Health insurance premiums: The cost of covering the child on either parent's employer-provided insurance is typically added to the child's total needs and shared proportionally.
Extraordinary medical expenses: Out-of-pocket medical costs above a threshold (often $250/year) are usually shared proportionally. Courts may specify a cost-sharing formula in the order.
Other children from prior or subsequent relationships: Most states allow a deduction (or adjustment) for legal child support obligations to other children, preventing the second family from being severely disadvantaged by the first.
Special needs: Educational costs for a child with disabilities, therapy, specialized schooling, or adaptive equipment can all increase the total obligation.
Parental assets vs income: Courts may impute income to a parent who is voluntarily unemployed or underemployed, basing calculations on what that parent could earn rather than what they actually earn.
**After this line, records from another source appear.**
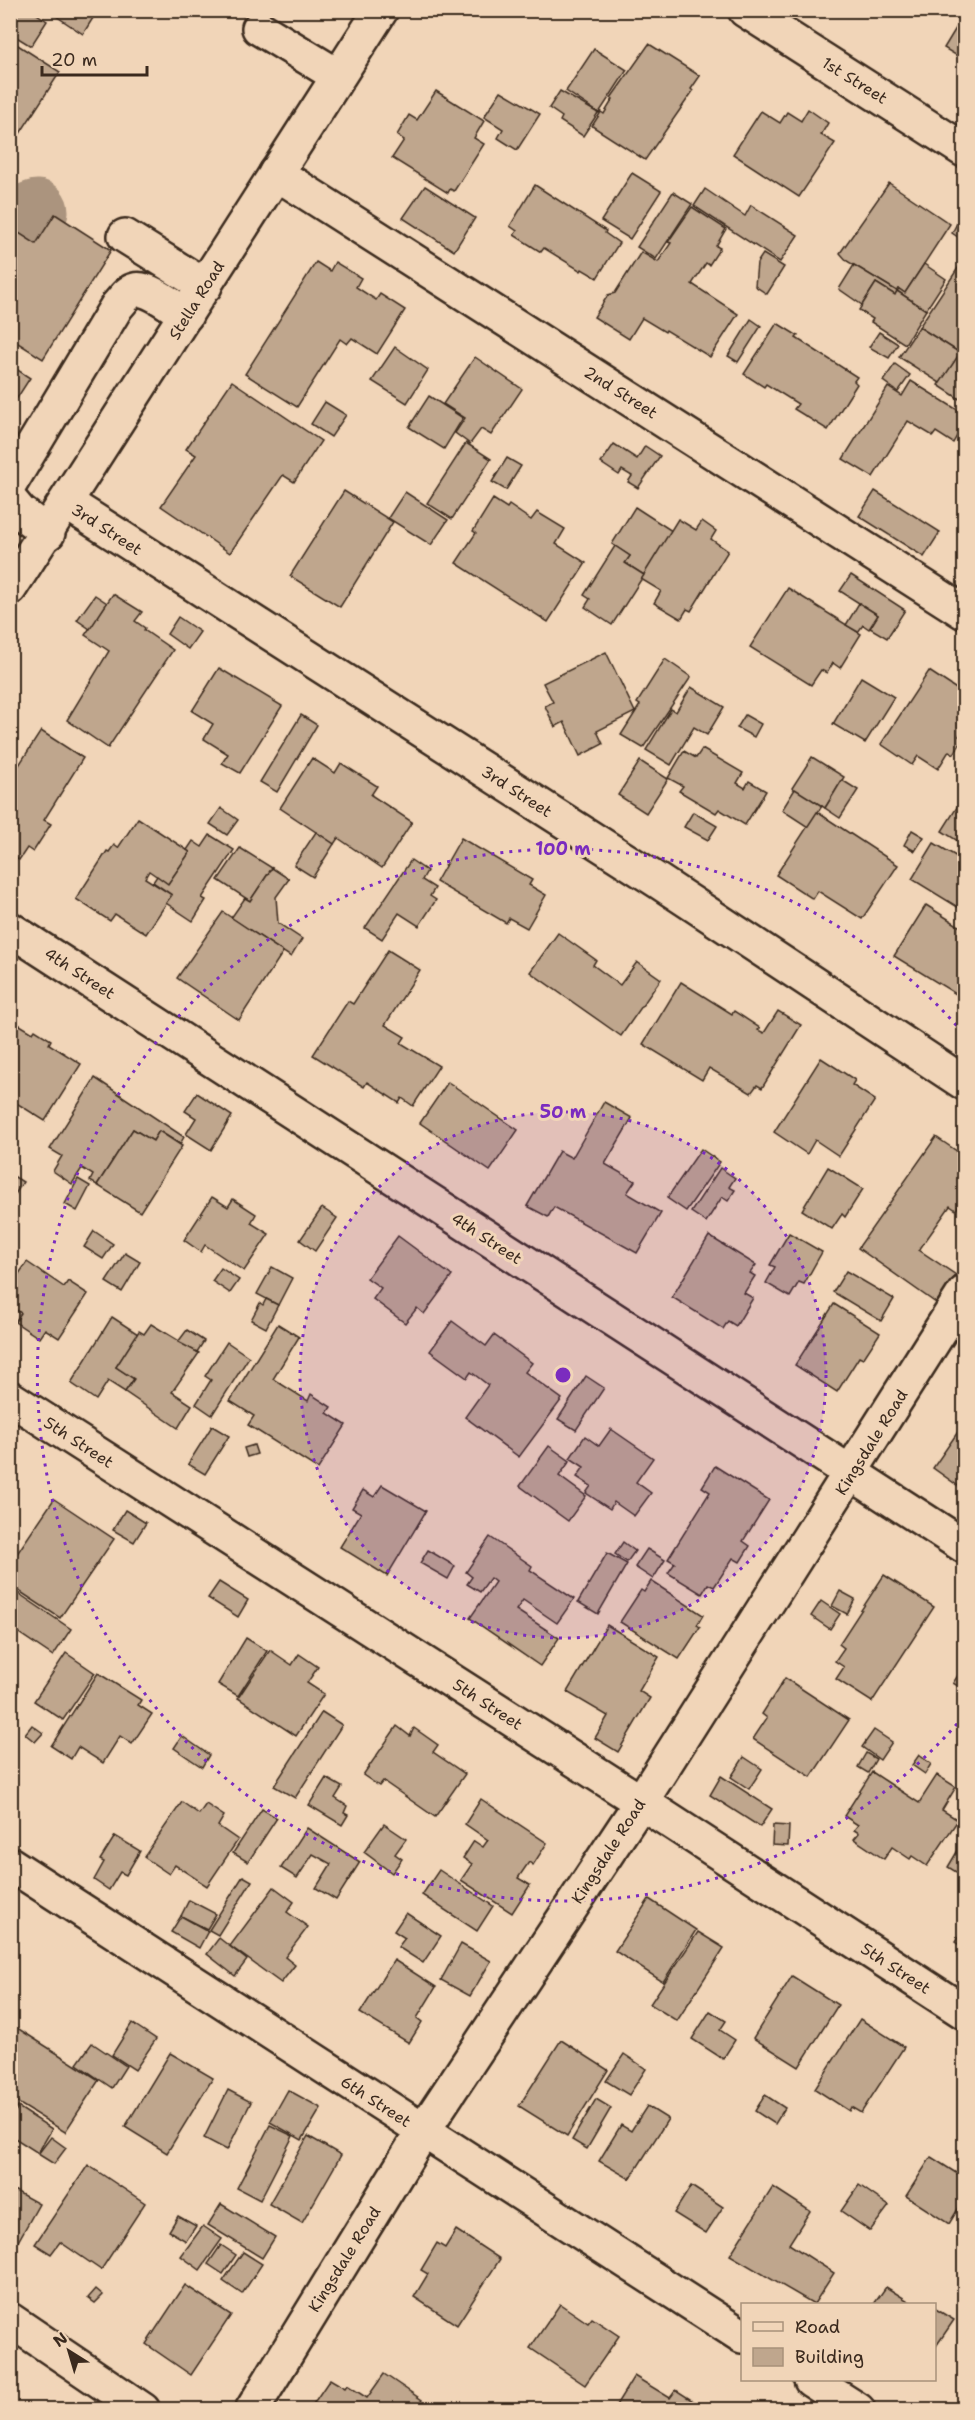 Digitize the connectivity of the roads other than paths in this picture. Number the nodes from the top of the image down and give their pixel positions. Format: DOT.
graph roads {
  1 [pos="381,10"];
  2 [pos="745,10"];
  3 [pos="259,28"];
  4 [pos="338,76"];
  5 [pos="964,150"];
  6 [pos="276,173"];
  7 [pos="125,236"];
  8 [pos="205,286"];
  9 [pos="186,315"];
  10 [pos="10,484"];
  11 [pos="10,500"];
  12 [pos="67,503"];
  13 [pos="48,533"];
  14 [pos="10,588"];
  15 [pos="964,612"];
  16 [pos="10,929"];
  17 [pos="964,1083"];
  18 [pos="964,1293"];
  19 [pos="10,1398"];
  20 [pos="851,1473"];
  21 [pos="964,1546"];
  22 [pos="641,1802"];
  23 [pos="10,1864"];
  24 [pos="964,2012"];
  25 [pos="423,2131"];
  26 [pos="10,2320"];
  27 [pos="741,2335"];
  28 [pos="814,2381"];
  29 [pos="143,2409"];
  30 [pos="252,2409"];
  31 [pos="858,2409"];
  1 -- 4 [label="street, Stella Road"];
  2 -- 5 [label="street, 1st Street"];
  3 -- 4 [label="street"];
  4 -- 6 [label="street, Stella Road"];
  6 -- 8 [label="street, Stella Road"];
  6 -- 15 [label="street, 2nd Street"];
  7 -- 8 [label="street"];
  8 -- 9 [label="street, Stella Road"];
  9 -- 10 [label="street"];
  9 -- 12 [label="street, Stella Road"];
  11 -- 13 [label="street"];
  12 -- 13 [label="street, Stella Road"];
  12 -- 17 [label="street, 3rd Street"];
  13 -- 14 [label="street, Stella Road"];
  16 -- 20 [label="street, 4th Street"];
  18 -- 20 [label="street, Kingsdale Road"];
  19 -- 22 [label="street, 5th Street"];
  20 -- 21 [label="street, 4th Street"];
  20 -- 22 [label="street, Kingsdale Road"];
  22 -- 24 [label="street, 5th Street"];
  22 -- 25 [label="street, Kingsdale Road"];
  23 -- 25 [label="street, 6th Street"];
  25 -- 27 [label="street, 6th Street"];
  25 -- 30 [label="street, Kingsdale Road"];
  26 -- 29 [label="street"];
  28 -- 31 [label="street"];
}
Custody Time and Its Impact on Payments
In Income Shares states, the amount of parenting time each parent exercises directly affects the support amount through what is called a parenting time offset or parenting time adjustment.
The logic: when a non-custodial parent has the children, they're directly spending money on them (food, activities, household costs). The support calculation acknowledges this by reducing the obligation as parenting time increases.
Typical thresholds in many states:
| Non-Custodial Parenting Time | Adjustment |
|---|---|
| Less than 20% of nights | No offset; standard guideline applies |
| 20%–35% of nights | Graduated offset begins |
| 36%–50% of nights | Substantial offset; in some states, only the difference is owed |
| 50/50 custody | Some states require only the higher earner to pay; others reduce to near-zero |
In true 50/50 custody arrangements, the higher-earning parent typically pays support to equalize resources for the child across both households, but the amount is significantly less than in a primary custody arrangement.
Modification: When and How to Request Changes
A child support order doesn't change automatically when circumstances change. Either parent must petition the court for a modification, and the court will only grant one if a substantial change in circumstances has occurred since the last order.
What qualifies as a substantial change:
- A significant income change (most states define this as 15%–25% or more)
- Job loss or involuntary reduction in hours
- A new serious medical condition or disability
- A change in the child's needs (starting daycare, medical diagnosis)
- A significant change in parenting time arrangements
- The child reaching a milestone (turning 18, graduating, becoming emancipated)
The process typically involves:
- Filing a motion to modify with the court that issued the original order
- Serving the other parent with notice
- A hearing where both parties present updated financial information
- The court running the guideline calculation with current numbers
- A new order issued if the change is substantial enough
Retroactive modification is generally not available — the new order takes effect from the date the petition was filed, not from the date of the triggering event. This means delays in filing are costly. A parent who loses a job and waits six months to petition owes back support at the old rate for all six months, regardless of the new order.
Informal agreements to pay less than the court order are legally unenforceable and do not protect the paying parent from arrears accumulation. Any change to the obligation must go through the court.